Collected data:
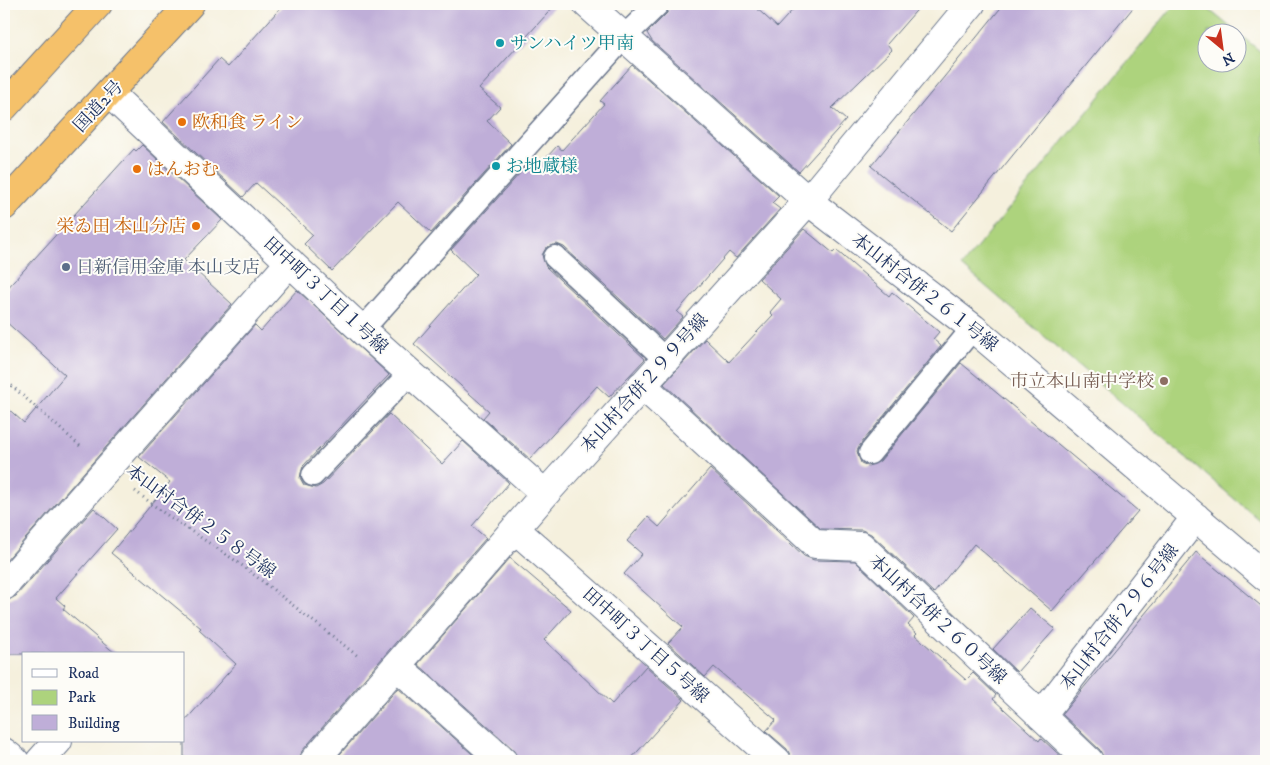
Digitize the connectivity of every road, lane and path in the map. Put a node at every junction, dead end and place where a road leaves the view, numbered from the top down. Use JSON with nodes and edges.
{"nodes":[{"id":1,"x":98,"y":4,"type":"edge"},
{"id":2,"x":190,"y":4,"type":"edge"},
{"id":3,"x":587,"y":4,"type":"edge"},
{"id":4,"x":658,"y":4,"type":"edge"},
{"id":5,"x":971,"y":4,"type":"edge"},
{"id":6,"x":624,"y":37,"type":"junction"},
{"id":7,"x":110,"y":94,"type":"junction"},
{"id":8,"x":4,"y":107,"type":"edge"},
{"id":9,"x":808,"y":201,"type":"junction"},
{"id":10,"x":4,"y":206,"type":"edge"},
{"id":11,"x":555,"y":257,"type":"dead end"},
{"id":12,"x":290,"y":262,"type":"junction"},
{"id":13,"x":973,"y":328,"type":"junction"},
{"id":14,"x":362,"y":330,"type":"junction"},
{"id":15,"x":665,"y":359,"type":"junction"},
{"id":16,"x":410,"y":373,"type":"junction"},
{"id":17,"x":4,"y":379,"type":"edge"},
{"id":18,"x":642,"y":385,"type":"junction"},
{"id":19,"x":870,"y":453,"type":"dead end"},
{"id":20,"x":106,"y":469,"type":"junction"},
{"id":21,"x":313,"y":475,"type":"dead end"},
{"id":22,"x":545,"y":494,"type":"junction"},
{"id":23,"x":1196,"y":517,"type":"junction"},
{"id":24,"x":515,"y":529,"type":"junction"},
{"id":25,"x":1266,"y":577,"type":"edge"},
{"id":26,"x":4,"y":586,"type":"edge"},
{"id":27,"x":392,"y":673,"type":"junction"},
{"id":28,"x":1041,"y":716,"type":"junction"},
{"id":29,"x":57,"y":742,"type":"edge"},
{"id":30,"x":4,"y":752,"type":"edge"},
{"id":31,"x":15,"y":761,"type":"edge"},
{"id":32,"x":40,"y":761,"type":"edge"},
{"id":33,"x":314,"y":761,"type":"edge"},
{"id":34,"x":503,"y":761,"type":"edge"},
{"id":35,"x":777,"y":761,"type":"edge"},
{"id":36,"x":1089,"y":761,"type":"edge"}],
"edges":[{"from":1,"to":8,"type":"highway"},
{"from":2,"to":7,"type":"highway","name":"国道2号"},
{"from":3,"to":6,"type":"street","name":"本山村合併２６１号線"},
{"from":4,"to":6,"type":"lane"},
{"from":5,"to":9,"type":"street","name":"本山村合併２９９号線"},
{"from":6,"to":9,"type":"street","name":"本山村合併２６１号線"},
{"from":6,"to":14,"type":"lane"},
{"from":7,"to":10,"type":"highway","name":"国道2号"},
{"from":7,"to":12,"type":"street","name":"田中町３丁目１号線"},
{"from":9,"to":13,"type":"street","name":"本山村合併２６１号線"},
{"from":9,"to":15,"type":"street","name":"本山村合併２９９号線"},
{"from":11,"to":15,"type":"lane"},
{"from":12,"to":14,"type":"street","name":"田中町３丁目１号線"},
{"from":12,"to":20,"type":"street"},
{"from":13,"to":19,"type":"lane"},
{"from":13,"to":23,"type":"street","name":"本山村合併２６１号線"},
{"from":14,"to":16,"type":"street","name":"田中町３丁目１号線"},
{"from":15,"to":18,"type":"street","name":"本山村合併２９９号線"},
{"from":16,"to":21,"type":"lane"},
{"from":16,"to":22,"type":"street","name":"田中町３丁目１号線"},
{"from":17,"to":20,"type":"path","name":"本山村合併２５８号線"},
{"from":18,"to":22,"type":"street","name":"本山村合併２９９号線"},
{"from":18,"to":28,"type":"street","name":"本山村合併２６０号線"},
{"from":20,"to":26,"type":"street"},
{"from":20,"to":27,"type":"path","name":"本山村合併２５８号線"},
{"from":22,"to":24,"type":"street","name":"本山村合併２９９号線"},
{"from":23,"to":25,"type":"street","name":"本山村合併２６１号線"},
{"from":23,"to":28,"type":"street","name":"本山村合併２９６号線"},
{"from":24,"to":27,"type":"street","name":"本山村合併２９９号線"},
{"from":24,"to":35,"type":"street","name":"田中町３丁目５号線"},
{"from":27,"to":33,"type":"street","name":"本山村合併２９９号線"},
{"from":27,"to":34,"type":"street"},
{"from":28,"to":36,"type":"street","name":"本山村合併２６０号線"},
{"from":29,"to":32,"type":"street"},
{"from":30,"to":31,"type":"street"}]}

TASK BRIEF> Find the word "lane" in the records. Copy every line it appears in.

SOLUTION FOR THIS TASK>
Digitize the connectivity of every road, lane and path in the map. Put a node at every junction, dead end and place where a road leaves the view, numbered from the top down. Use JSON with nodes and edges.
{"from":4,"to":6,"type":"lane"},
{"from":6,"to":14,"type":"lane"},
{"from":11,"to":15,"type":"lane"},
{"from":13,"to":19,"type":"lane"},
{"from":16,"to":21,"type":"lane"},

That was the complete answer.